■ TO DO: Below are some records; copy each line in them that contains "this".

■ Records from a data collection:
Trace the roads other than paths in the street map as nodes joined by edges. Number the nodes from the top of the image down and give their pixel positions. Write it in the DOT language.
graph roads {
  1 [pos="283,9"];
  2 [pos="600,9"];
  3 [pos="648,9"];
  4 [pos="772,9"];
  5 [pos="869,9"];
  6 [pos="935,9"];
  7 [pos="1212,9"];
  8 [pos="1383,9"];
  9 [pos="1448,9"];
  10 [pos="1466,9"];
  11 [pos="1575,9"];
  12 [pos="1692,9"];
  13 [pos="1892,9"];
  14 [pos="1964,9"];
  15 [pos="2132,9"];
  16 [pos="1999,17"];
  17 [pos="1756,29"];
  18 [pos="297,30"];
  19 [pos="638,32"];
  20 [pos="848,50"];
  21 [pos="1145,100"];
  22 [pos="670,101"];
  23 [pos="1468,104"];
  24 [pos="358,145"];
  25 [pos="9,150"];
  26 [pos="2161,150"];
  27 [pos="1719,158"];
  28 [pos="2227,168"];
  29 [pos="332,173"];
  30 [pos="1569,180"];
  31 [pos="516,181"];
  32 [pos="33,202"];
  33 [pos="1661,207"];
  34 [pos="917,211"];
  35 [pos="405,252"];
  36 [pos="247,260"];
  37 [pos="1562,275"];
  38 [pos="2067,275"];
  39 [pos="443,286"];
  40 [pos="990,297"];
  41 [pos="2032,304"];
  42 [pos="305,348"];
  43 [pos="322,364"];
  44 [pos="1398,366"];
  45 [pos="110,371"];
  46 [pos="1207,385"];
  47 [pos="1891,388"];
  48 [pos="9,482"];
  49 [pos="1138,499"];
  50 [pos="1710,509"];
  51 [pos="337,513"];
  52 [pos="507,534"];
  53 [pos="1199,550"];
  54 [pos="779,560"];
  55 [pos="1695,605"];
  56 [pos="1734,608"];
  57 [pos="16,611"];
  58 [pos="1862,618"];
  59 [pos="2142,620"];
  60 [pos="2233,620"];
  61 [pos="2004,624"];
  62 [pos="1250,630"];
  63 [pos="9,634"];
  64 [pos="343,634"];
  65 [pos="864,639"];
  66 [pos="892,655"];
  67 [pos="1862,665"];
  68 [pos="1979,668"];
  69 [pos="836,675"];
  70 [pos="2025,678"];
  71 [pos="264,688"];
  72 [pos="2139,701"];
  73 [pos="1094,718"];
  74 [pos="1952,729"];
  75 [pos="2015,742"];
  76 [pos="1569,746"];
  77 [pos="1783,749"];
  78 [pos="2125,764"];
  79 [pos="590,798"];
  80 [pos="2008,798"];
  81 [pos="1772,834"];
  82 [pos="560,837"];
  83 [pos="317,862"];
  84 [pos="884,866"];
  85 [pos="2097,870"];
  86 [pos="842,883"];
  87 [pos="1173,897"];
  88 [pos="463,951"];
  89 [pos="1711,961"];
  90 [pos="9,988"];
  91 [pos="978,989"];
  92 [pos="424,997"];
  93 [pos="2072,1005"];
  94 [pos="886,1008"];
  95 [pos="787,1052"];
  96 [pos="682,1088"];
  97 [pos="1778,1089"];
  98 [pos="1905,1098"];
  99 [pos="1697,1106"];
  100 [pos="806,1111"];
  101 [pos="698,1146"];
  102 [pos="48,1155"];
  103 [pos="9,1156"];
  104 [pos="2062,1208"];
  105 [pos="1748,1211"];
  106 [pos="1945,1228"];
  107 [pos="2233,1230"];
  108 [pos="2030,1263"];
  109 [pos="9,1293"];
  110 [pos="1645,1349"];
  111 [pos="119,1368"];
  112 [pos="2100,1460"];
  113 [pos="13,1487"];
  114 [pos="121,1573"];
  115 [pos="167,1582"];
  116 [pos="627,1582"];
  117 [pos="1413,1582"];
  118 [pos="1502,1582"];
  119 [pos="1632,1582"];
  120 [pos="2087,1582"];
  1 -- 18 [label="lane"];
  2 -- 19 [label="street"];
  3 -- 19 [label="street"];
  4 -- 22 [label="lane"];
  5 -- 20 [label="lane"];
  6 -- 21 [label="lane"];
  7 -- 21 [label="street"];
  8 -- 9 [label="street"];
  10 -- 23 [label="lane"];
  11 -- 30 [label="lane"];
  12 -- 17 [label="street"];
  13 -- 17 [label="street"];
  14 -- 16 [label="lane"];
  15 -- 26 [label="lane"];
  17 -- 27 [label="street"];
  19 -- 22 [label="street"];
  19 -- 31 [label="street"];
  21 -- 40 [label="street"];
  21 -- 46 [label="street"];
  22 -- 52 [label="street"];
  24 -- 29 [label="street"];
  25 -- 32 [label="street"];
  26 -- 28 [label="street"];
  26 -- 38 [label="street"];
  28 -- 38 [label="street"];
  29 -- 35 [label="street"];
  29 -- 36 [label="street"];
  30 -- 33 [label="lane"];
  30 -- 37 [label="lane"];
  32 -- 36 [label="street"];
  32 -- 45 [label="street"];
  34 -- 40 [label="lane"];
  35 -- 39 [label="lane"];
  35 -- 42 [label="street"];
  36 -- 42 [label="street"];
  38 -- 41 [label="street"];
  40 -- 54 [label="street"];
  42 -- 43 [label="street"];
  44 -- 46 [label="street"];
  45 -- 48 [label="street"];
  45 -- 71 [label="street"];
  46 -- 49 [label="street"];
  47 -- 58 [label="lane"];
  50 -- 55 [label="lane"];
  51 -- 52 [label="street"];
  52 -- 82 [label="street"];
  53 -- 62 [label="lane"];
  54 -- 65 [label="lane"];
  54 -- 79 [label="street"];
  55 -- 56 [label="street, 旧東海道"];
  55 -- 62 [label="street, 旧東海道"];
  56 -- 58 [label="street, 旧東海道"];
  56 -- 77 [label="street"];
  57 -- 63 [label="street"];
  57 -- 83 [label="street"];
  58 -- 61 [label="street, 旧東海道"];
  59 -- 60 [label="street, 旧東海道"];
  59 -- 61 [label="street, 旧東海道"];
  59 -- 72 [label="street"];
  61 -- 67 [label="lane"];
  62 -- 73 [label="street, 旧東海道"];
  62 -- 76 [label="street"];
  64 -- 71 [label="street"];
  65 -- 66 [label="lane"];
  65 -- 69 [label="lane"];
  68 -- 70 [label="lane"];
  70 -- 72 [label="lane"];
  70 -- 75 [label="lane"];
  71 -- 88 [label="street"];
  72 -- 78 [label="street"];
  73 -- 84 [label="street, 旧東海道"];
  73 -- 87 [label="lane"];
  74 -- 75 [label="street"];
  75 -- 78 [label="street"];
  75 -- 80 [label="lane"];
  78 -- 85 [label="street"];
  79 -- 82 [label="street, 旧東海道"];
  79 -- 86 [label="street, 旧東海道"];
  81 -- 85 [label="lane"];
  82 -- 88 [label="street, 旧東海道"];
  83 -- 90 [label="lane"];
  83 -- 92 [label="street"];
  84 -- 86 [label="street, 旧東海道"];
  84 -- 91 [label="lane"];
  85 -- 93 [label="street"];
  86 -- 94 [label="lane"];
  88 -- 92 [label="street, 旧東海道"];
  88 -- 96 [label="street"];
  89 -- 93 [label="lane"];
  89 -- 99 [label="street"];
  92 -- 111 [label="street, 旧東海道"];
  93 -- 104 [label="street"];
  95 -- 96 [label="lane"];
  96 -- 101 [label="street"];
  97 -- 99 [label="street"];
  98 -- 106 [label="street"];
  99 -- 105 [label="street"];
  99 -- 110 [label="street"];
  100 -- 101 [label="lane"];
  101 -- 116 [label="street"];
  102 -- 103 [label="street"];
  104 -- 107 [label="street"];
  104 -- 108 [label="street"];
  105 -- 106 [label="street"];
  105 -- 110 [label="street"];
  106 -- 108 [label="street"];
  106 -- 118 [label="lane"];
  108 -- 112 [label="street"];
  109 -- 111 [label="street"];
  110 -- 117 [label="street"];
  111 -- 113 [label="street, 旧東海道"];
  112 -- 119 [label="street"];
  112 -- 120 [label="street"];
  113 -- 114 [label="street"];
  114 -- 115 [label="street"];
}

--

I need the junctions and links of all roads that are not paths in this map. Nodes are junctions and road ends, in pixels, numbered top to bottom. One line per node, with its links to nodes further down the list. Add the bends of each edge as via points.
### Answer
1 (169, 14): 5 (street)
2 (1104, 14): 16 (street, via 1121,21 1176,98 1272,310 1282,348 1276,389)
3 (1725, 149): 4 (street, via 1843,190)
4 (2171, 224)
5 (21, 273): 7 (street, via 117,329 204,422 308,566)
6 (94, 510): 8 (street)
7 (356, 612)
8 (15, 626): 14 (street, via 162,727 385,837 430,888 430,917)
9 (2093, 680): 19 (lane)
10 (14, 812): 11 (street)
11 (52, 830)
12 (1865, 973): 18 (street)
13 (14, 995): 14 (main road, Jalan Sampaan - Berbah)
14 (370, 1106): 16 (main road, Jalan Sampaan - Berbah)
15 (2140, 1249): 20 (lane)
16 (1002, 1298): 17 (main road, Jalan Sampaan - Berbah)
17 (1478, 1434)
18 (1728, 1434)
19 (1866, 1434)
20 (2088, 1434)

==

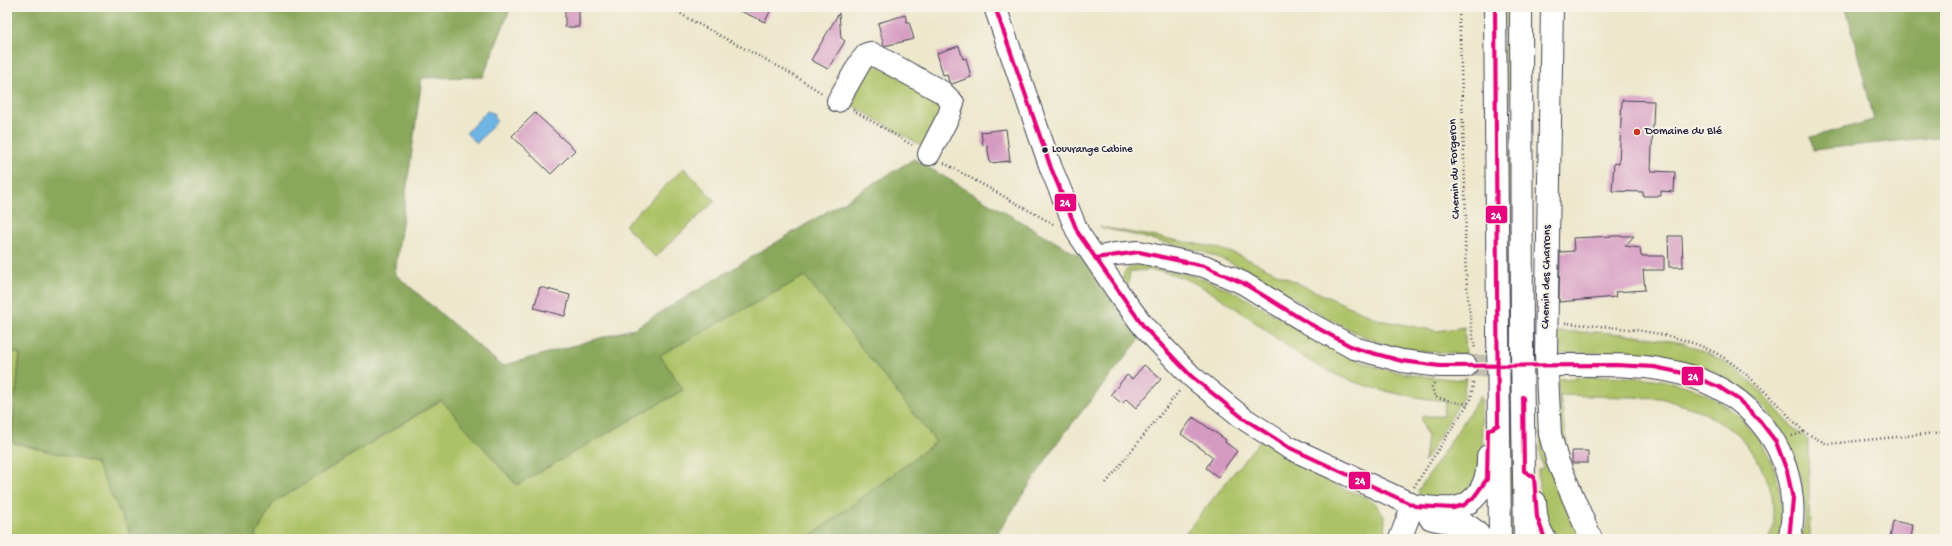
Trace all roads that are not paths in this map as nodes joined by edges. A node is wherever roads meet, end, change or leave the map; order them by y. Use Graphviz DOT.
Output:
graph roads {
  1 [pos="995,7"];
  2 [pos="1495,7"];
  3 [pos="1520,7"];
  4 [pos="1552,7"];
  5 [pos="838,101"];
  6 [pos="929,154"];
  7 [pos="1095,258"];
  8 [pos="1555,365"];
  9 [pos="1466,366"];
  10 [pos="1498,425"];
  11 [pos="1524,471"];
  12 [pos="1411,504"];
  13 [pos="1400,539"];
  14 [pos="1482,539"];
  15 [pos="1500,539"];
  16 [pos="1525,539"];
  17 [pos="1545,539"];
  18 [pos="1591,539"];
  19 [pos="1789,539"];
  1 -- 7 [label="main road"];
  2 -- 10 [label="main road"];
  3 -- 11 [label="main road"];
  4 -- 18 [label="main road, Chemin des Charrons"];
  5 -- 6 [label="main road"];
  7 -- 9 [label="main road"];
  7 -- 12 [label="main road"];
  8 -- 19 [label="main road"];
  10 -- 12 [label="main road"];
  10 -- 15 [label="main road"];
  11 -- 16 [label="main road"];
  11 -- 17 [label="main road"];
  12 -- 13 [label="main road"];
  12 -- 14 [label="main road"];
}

■ WRITTEN ANSWER:
I need the junctions and links of all roads that are not paths in this map. Nodes are junctions and road ends, in pixels, numbered top to bottom. One line per node, with its links to nodes further down the list. Add the bends of each edge as via points.
Trace all roads that are not paths in this map as nodes joined by edges. A node is wherever roads meet, end, change or leave the map; order them by y. Use Graphviz DOT.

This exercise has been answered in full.